The strong suit of this book, besides the more elevated than usual (at least genre-wise) writing style, was the slow build up and how gradually the characters’ dynamics changed. I always appreciate when main characters have lots of interactions to explore their relational dynamics and in this case, given the complexity of their power differential, it always kept me on my toes.

Additionally, I loved how the author managed to keep quite a lot of secrets from us, readers. At the end of book one, there are still many things left unsolved and that got me to immediately start the next book. I liked how throughout I was pondering how certain things could be, and what had happened to change this or that character so much, and who is the mysterious ex that hurt the heroine and so on.

Now onto the cons, because this book is not devoid of things that made me cringe a bit or think: oh, hell no. First of all, when the entire premise of the book was finally revealed at the end of the book, I was left a bit unsatisfied. I think in this case the “age” of this book showed, because that situation has been done by other authors I have read in more recent years, and handled with more mastery.

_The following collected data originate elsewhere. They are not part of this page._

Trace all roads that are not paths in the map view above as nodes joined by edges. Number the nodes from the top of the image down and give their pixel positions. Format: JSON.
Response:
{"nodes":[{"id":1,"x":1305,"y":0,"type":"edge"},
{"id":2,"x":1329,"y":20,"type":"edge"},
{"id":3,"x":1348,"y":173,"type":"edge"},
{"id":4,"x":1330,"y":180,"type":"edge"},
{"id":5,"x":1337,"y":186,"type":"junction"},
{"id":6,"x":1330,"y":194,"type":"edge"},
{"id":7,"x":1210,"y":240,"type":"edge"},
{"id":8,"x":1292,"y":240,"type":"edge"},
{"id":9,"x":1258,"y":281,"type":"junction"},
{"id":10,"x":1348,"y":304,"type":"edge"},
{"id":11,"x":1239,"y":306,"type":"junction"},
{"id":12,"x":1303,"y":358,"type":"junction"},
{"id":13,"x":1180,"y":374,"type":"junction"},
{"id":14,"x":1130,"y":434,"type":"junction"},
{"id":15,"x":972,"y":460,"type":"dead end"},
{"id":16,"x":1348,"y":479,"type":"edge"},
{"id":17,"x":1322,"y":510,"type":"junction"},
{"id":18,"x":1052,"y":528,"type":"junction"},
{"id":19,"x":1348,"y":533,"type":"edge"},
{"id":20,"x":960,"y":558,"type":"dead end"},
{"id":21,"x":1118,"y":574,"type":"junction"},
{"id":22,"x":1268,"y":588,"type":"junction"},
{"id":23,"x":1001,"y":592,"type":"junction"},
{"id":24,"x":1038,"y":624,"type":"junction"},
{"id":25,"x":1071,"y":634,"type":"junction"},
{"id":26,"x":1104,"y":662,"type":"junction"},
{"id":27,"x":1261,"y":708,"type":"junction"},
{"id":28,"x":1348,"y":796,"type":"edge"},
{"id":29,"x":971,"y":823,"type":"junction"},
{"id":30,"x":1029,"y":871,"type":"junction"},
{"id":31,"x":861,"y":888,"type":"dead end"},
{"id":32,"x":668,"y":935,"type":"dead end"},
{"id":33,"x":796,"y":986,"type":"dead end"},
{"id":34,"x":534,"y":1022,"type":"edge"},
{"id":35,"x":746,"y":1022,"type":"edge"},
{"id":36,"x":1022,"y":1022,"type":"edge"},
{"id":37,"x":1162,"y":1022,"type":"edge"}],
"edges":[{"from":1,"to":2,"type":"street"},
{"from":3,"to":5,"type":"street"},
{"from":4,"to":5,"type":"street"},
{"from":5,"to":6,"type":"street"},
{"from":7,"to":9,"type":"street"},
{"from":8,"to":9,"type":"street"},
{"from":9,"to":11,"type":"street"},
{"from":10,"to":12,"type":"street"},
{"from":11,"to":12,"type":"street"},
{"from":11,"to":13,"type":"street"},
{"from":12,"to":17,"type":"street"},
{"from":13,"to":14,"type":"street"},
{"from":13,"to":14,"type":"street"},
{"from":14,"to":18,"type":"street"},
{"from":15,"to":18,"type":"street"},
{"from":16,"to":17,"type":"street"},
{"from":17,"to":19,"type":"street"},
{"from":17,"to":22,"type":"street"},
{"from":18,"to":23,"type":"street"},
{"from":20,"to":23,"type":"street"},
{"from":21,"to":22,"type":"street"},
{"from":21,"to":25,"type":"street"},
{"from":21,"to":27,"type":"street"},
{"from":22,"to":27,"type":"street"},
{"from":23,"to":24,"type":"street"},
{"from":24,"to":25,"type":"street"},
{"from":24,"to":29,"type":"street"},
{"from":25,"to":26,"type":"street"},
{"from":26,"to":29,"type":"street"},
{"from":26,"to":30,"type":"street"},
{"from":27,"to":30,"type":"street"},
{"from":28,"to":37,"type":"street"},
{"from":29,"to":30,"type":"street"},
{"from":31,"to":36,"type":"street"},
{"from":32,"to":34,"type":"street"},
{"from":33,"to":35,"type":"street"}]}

The other little issue I have is with the characters. Now, I didn’t hate anyone, and contrary to popular beliefs I actually quite liked grumpy, sometimes assholish Gabriel. Usually I’m not into his type of hero, but the depth the author gave his character made me see his bad reactions and asshole tendencies as part of his overall complex personality, rather than just a single trait defining his entire persona. So I was okay with him being so moody and mercurial and temperamental. I couldn’t always understand where he stood though, with his feelings for Julia, and that gave me a bit of whiplash.

Now onto Julia. She is, in my opinion, the character that struggled the most to come to life in this narration, because the author portrayed her in a way that most of the time was just not realistic. I don’t have any issues at all reading about meek, naive, studious and shy girls. I have been one for years and still am at times. But, Julia’s personality oftentimes made me wonder how she had reached her age in life. Like, seriously, how a person like that had lived through 20 something years of her life and gotten that far. Sometimes, she reads like a pre-pubescent kid, and I get to a certain point that it is all part of her “angelic” personality. This overly good person that “blossoms under kindness.” Still, the way certain things were brought to an extreme, like her being horrified by punk music, or barely not even accepting a guy’s phone number because “she would never pick a guy up in a club,” that’s where her character loses credibility.

That being said, I liked her interactions with Gabriel, and even though in real life I would never even recommend two such people getting together. Julia is a prude (with some sprinkling of slut-shaming because again this was written in 2009) whose idea of a relationship is probably holding hands forever in a quaint cottege while sipping tea from porcellaine teacups, while Gabriel is a passionate and carnal person who has idealized Julia as his saving angel.

I know this review took a turn into whine-land. But I want to point out that if you suspend your beliefs on the longevity of such a bond and enjoy the story as it unfolds, it is quite enjoyable and I like how it being a trilogy gives the readers the possibility to truly get to know the characters and how they develop over time.

I am now reading book two and my hopes are for Gabriel and Julia to understand where they stand with each other and give their relationship a go. I don’t have really an idea of how such relationship would look like, but I’m curious.

View all my reviews

2 thoughts on “Review: Gabriel’s Inferno by Sylvain Reynard

  1. taliaredhotink says:

    I just started the second and I’m quite liking this one too so far. I hope this story will keep my attention until the end. I’m sorry the third one didn’t do it for you. It’s disappointing when a trilogy ends in an unsatisfying way.